#### Extracted entries
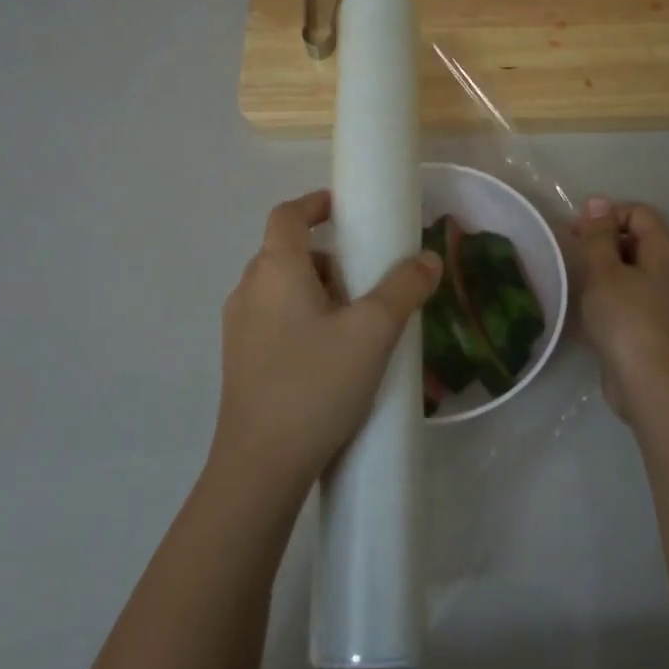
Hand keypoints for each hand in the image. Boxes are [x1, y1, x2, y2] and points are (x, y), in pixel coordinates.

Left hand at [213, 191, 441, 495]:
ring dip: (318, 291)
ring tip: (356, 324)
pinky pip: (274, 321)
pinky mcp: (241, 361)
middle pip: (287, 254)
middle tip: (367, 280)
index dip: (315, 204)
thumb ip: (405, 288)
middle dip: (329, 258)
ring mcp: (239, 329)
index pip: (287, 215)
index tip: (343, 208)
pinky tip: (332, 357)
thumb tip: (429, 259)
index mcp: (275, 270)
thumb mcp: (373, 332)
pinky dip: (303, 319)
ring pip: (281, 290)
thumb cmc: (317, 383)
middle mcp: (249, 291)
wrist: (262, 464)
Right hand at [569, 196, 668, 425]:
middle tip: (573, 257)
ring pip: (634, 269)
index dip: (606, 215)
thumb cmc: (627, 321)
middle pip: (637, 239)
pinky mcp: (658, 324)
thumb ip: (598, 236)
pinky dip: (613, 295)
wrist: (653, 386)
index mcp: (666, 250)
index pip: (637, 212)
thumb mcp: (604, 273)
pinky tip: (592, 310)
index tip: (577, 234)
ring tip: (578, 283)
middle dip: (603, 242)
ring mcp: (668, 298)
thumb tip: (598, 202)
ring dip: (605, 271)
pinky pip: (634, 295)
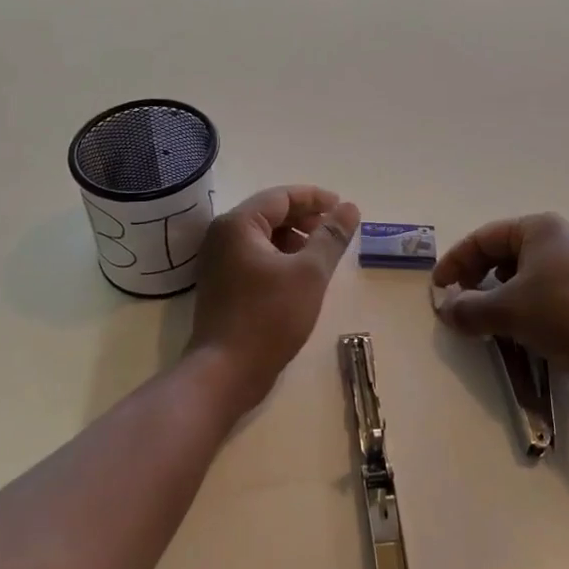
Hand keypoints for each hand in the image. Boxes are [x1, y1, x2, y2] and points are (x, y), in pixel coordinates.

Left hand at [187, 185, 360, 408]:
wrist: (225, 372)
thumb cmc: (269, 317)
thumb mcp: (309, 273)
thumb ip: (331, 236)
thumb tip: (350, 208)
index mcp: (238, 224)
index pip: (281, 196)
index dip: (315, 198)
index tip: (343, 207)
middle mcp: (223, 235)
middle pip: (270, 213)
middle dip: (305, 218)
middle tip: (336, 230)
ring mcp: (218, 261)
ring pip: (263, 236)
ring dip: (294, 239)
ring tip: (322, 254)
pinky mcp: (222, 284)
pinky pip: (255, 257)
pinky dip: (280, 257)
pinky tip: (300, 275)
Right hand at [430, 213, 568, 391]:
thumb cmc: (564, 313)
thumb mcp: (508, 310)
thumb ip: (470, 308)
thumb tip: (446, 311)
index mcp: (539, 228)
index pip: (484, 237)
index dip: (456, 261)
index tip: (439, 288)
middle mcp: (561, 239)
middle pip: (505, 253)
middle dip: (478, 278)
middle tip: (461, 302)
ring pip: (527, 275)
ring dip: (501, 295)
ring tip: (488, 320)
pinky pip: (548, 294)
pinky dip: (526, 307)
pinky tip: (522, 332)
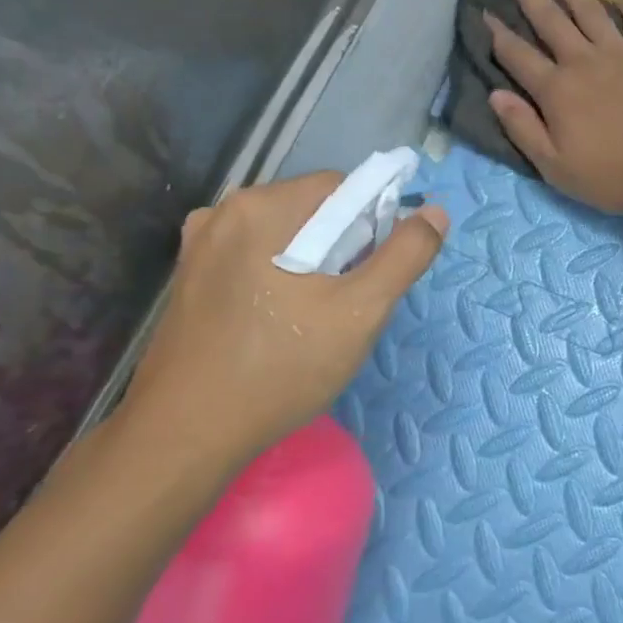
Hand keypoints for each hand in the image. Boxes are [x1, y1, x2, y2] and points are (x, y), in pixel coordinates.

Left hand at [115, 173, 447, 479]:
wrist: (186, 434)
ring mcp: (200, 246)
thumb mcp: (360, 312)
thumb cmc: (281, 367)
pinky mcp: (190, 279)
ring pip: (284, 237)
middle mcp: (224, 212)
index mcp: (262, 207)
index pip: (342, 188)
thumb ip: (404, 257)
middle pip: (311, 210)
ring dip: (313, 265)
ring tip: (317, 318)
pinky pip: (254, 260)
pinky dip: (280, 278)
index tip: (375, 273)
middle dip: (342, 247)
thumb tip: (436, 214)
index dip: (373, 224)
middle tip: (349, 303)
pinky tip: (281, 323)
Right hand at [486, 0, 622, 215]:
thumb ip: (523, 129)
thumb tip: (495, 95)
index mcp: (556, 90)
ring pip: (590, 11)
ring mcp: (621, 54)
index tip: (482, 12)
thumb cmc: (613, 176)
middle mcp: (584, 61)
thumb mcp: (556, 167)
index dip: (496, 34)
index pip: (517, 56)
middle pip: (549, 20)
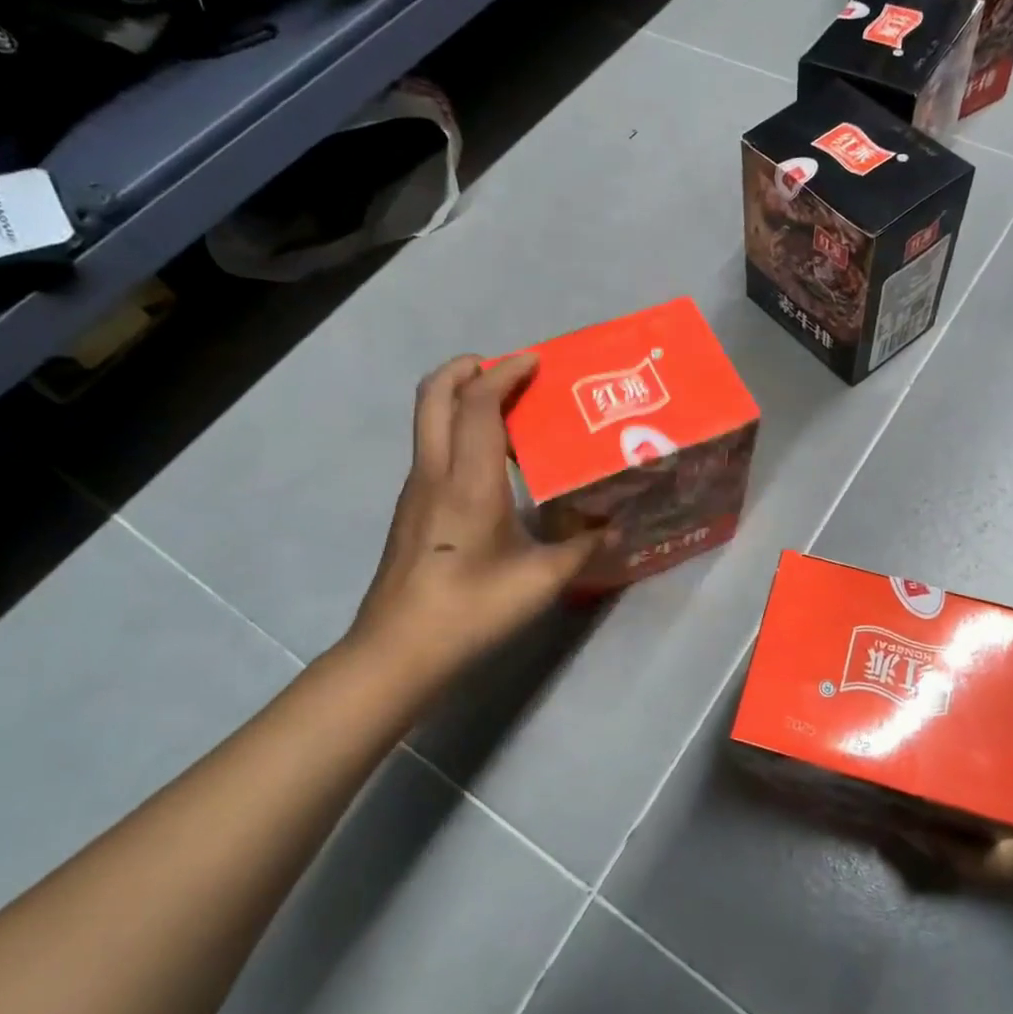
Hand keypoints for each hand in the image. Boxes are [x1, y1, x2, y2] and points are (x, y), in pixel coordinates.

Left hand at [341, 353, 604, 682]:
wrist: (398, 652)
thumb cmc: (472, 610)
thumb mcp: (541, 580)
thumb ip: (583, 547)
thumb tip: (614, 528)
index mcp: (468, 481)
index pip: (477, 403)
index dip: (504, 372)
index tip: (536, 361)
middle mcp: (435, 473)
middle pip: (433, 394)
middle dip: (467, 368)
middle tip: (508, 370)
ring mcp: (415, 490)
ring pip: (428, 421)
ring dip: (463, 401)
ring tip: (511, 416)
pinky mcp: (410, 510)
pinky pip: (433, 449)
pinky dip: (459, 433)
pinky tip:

#### Assignment
Where a record holds a picture, leave the picture out and restate the rest word for word.

#### Expected output
Hand keypoints for each hand in the image. Boxes are [x1, y1, x2, y2] and points are (x, y), in pixel coordinates.

Left hand at [213, 191, 441, 495]:
ring dip: (318, 291)
ring tip: (356, 324)
pinky pip: (274, 321)
pinky mcp: (241, 361)
middle pip: (287, 254)
middle tip: (367, 280)
index dip: (315, 204)
thumb ip: (405, 288)
middle dip: (329, 258)
ring mcp: (239, 329)
index pip: (287, 215)
index tip: (343, 208)
pinky tip: (332, 357)
thumb tip: (429, 259)
index mcp: (275, 270)
thumb mcp: (373, 332)
pinky dip: (303, 319)
ring pip: (281, 290)
thumb cmc: (317, 383)
middle mcp: (249, 291)
wrist: (262, 464)
Right hand at [569, 196, 668, 425]:
middle tip: (573, 257)
ring pip: (634, 269)
index dip: (606, 215)
thumb cmc: (627, 321)
middle pip: (637, 239)
pinky mcp: (658, 324)
thumb ip: (598, 236)
pinky dip: (613, 295)
wrist: (653, 386)
index mcp: (666, 250)
index pip: (637, 212)
thumb mcp: (604, 273)
pinky tip: (592, 310)
index tip: (577, 234)
ring tip: (578, 283)
middle dip: (603, 242)
ring mcp: (668, 298)
thumb tip: (598, 202)
ring dip: (605, 271)
pinky pip: (634, 295)
Hand keypoints for each hand in the image. Boxes are [x1, y1, x2, y2] and points are (x, y), in pixel coordinates.

Left hand at [187, 185, 360, 408]:
wrist: (225, 372)
thumb cmc: (269, 317)
thumb mcp: (309, 273)
thumb ip: (331, 236)
thumb tip: (350, 208)
index mcp: (238, 224)
index pip: (281, 196)
index dip: (315, 198)
index tip: (343, 207)
middle mcp: (223, 235)
middle pip: (270, 213)
middle dip: (305, 218)
middle tip: (336, 230)
ring mcp: (218, 261)
ring pip: (263, 236)
ring dip: (294, 239)
ring tip: (322, 254)
pinky mcp: (222, 284)
pinky pip: (255, 257)
pinky dip: (280, 257)
pinky tip: (300, 275)
Right hand at [430, 213, 568, 391]:
thumb cmc: (564, 313)
thumb mcp: (508, 310)
thumb ip: (470, 308)
thumb tip: (446, 311)
index mcp: (539, 228)
index pip: (484, 237)
index dip: (456, 261)
index tip: (439, 288)
middle mcp: (561, 239)
middle pip: (505, 253)
middle dip: (478, 278)
middle tip: (461, 302)
ring pip: (527, 275)
ring dip: (501, 295)
ring tip: (488, 320)
pinky pip: (548, 294)
pinky dip: (526, 307)
pinky tip: (522, 332)
Hand keypoints for each hand in the image. Boxes are [x1, y1, x2, y2] and points are (x, y), in pixel coordinates.

Left hand at [115, 173, 447, 479]:
wrist: (186, 434)
ring mcp: (200, 246)
thumb mcp: (360, 312)
thumb cmc: (281, 367)
pinky mcp: (190, 279)
ring pip: (284, 237)
middle mcp: (224, 212)
index mcp: (262, 207)
index pip: (342, 188)
thumb ip: (404, 257)
middle pip: (311, 210)
ring dip: (313, 265)
ring tip: (317, 318)
pinky pip: (254, 260)
pinky dip: (280, 278)
index tip: (375, 273)
middle dip: (342, 247)
thumb tip: (436, 214)
index dip: (373, 224)
middle tip: (349, 303)
pinky tip: (281, 323)
Right hand at [486, 0, 622, 215]:
thumb ip: (523, 129)
thumb tip: (495, 95)
index mcp: (556, 90)
ring pip: (590, 11)
ring mcp: (621, 54)
index tip: (482, 12)
thumb cmc: (613, 176)
middle mcp: (584, 61)
thumb mcp: (556, 167)
index dip: (496, 34)
index pip: (517, 56)
middle pip: (549, 20)
Hand keypoints for each hand in the image. Boxes are [x1, y1, x2, y2] and points are (x, y), in pixel coordinates.

Left hand at [341, 353, 604, 682]:
wrist: (398, 652)
thumb cmc: (472, 610)
thumb mcp: (541, 580)
thumb ip: (583, 547)
thumb tip: (614, 528)
index mcp: (468, 481)
index pip: (477, 403)
index dip: (504, 372)
index tip: (536, 361)
middle mcp: (435, 473)
middle pip: (433, 394)
middle dip: (467, 368)
middle tip: (508, 370)
ring mcp: (415, 490)
ring pip: (428, 421)
ring dip: (463, 401)
ring tip: (511, 416)
pinky mcp: (410, 510)
pinky pip: (433, 449)
pinky dip: (459, 433)
pinky tip:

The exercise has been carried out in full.